Rafael se la queda mirando. ¿Acaso Rosalía ignoraba que el otro mundo no existía? Se lo había repetido mil veces. Pero ella aferrada a sus prejuicios insistía en hacer preguntas tontas.

—Ya sé, ya sé que dirás que el otro mundo no existe… pero yo sé que sí existe.

—Si lo sabes, debes saber cómo

—Los únicos misterios que existen son los que ha inventado el hombre, para acobardarnos.

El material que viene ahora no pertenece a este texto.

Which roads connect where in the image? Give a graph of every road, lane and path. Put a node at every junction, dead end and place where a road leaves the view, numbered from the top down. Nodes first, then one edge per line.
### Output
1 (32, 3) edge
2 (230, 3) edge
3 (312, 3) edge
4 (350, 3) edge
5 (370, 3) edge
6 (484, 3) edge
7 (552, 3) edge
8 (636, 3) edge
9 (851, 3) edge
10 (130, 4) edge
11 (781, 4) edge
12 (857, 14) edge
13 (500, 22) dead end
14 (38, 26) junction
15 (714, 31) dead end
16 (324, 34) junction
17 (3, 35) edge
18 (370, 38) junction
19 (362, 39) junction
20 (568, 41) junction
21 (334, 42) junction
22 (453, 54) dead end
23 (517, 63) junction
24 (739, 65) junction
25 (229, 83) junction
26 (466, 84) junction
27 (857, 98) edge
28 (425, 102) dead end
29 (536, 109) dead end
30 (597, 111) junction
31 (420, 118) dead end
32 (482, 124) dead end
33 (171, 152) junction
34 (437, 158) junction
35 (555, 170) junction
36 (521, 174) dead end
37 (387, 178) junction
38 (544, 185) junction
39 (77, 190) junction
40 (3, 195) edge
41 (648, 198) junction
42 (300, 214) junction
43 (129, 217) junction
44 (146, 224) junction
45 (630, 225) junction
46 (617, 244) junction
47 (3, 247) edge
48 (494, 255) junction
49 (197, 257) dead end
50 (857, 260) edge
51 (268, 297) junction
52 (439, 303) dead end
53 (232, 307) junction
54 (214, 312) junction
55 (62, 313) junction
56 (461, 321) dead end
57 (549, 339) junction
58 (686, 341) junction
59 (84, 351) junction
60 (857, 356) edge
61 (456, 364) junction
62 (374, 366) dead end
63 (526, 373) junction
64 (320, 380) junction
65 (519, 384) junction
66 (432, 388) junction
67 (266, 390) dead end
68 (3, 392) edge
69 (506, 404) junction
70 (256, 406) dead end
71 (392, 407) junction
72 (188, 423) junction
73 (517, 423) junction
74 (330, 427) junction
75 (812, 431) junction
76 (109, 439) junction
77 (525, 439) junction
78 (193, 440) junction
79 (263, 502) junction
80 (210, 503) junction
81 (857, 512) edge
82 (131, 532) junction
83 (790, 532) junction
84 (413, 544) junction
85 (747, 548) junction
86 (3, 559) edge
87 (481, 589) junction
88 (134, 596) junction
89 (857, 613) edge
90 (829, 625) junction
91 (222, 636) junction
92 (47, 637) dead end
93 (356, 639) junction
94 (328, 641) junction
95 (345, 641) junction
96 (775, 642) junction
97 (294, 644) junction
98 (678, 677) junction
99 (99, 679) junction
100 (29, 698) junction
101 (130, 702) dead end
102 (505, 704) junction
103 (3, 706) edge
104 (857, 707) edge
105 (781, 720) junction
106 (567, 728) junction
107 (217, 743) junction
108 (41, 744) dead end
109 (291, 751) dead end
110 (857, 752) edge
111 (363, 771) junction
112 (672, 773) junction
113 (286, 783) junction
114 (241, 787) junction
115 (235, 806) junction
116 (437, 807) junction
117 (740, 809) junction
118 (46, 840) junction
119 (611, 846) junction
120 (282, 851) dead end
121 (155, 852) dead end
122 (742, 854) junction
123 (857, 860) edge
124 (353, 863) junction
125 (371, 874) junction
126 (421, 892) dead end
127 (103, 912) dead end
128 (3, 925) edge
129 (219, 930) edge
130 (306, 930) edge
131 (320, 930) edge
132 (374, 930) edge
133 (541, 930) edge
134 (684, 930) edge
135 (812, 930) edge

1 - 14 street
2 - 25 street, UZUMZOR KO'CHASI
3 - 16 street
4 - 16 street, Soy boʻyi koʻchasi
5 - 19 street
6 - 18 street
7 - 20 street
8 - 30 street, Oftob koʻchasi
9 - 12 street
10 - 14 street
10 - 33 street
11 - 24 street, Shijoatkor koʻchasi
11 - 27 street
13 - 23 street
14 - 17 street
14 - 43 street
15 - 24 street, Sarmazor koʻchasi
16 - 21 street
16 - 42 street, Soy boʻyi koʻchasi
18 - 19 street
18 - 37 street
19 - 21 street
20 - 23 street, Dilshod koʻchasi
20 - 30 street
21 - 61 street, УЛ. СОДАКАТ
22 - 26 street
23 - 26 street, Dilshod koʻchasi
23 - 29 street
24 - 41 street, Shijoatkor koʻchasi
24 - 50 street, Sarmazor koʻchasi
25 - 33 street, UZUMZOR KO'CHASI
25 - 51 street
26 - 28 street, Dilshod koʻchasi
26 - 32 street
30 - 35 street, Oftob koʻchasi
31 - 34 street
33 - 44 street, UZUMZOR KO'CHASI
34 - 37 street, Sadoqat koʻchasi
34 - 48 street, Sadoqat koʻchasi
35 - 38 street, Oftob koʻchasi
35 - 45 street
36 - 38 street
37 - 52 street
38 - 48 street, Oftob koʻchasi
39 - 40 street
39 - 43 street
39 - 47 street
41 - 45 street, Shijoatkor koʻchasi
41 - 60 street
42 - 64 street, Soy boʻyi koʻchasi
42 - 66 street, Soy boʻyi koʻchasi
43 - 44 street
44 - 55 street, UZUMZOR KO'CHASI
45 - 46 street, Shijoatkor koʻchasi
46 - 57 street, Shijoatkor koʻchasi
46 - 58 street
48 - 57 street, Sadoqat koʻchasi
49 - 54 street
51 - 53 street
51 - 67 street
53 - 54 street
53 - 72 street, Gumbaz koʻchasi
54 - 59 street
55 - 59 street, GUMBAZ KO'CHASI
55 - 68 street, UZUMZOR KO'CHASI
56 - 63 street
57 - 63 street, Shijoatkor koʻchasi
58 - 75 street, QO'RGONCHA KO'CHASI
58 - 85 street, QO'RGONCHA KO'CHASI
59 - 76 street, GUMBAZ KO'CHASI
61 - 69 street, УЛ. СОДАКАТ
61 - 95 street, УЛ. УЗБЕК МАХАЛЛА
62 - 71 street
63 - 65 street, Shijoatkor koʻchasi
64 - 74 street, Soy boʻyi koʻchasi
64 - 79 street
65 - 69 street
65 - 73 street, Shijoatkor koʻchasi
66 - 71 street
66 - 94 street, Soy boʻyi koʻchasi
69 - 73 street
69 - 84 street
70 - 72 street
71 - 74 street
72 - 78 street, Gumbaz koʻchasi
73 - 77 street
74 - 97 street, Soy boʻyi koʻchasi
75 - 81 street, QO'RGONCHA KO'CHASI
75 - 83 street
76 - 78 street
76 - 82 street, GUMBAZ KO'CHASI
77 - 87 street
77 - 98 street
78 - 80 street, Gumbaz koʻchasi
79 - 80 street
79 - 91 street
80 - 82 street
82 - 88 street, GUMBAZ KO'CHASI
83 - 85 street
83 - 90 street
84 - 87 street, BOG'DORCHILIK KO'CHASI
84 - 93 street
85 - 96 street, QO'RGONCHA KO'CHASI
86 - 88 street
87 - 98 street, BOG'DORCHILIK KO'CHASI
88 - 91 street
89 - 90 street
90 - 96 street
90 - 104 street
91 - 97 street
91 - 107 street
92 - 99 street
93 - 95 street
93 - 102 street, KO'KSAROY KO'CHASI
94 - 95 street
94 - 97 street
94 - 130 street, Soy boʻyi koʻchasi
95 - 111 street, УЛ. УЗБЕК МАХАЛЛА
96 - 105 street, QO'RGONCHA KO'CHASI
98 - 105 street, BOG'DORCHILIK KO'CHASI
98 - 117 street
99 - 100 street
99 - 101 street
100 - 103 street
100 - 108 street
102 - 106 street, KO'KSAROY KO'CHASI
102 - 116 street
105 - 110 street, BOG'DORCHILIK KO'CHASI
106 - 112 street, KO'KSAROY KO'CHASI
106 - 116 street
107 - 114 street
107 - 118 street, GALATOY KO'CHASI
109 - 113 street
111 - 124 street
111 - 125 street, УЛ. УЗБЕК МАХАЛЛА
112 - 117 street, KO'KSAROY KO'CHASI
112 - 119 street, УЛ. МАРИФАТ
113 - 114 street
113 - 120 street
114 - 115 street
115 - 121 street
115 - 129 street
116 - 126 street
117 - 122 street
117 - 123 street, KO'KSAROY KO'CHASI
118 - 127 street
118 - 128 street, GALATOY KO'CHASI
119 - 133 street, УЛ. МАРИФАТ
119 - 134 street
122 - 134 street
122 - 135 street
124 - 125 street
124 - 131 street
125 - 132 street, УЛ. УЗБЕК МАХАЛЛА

Son muletillas, que sirven a los débiles para comportarse aquí, en este único mundo —y Rafael golpeó con su zapato el piso alfombrado del salón.

Cuando su mujer se ponía “metafísica” lo hartaba. ¿Por qué una mujer bonita, frívola y divertida debía caer invariablemente en aquellos estados aburridos y pseudofilosóficos? En verdad, en verdad, sus preguntas lo aburrían.

—No olvides, por favor, que pasado mañana, sábado, tenemos esa cena. ¡Es muy importante para mí! Y para ti, ¡también! —necesitaba incluirla en la importancia de la cena para que preparara todo con esmero. Para que no olvidara la fecha, ni los personajes que asistirían a ella.

¿Ya tienen preparado algo?

Rosalía miró los candiles de cristal cortado que ella misma había limpiado esa mañana, lágrima por lágrima, con un trapo húmedo en agua y alcohol.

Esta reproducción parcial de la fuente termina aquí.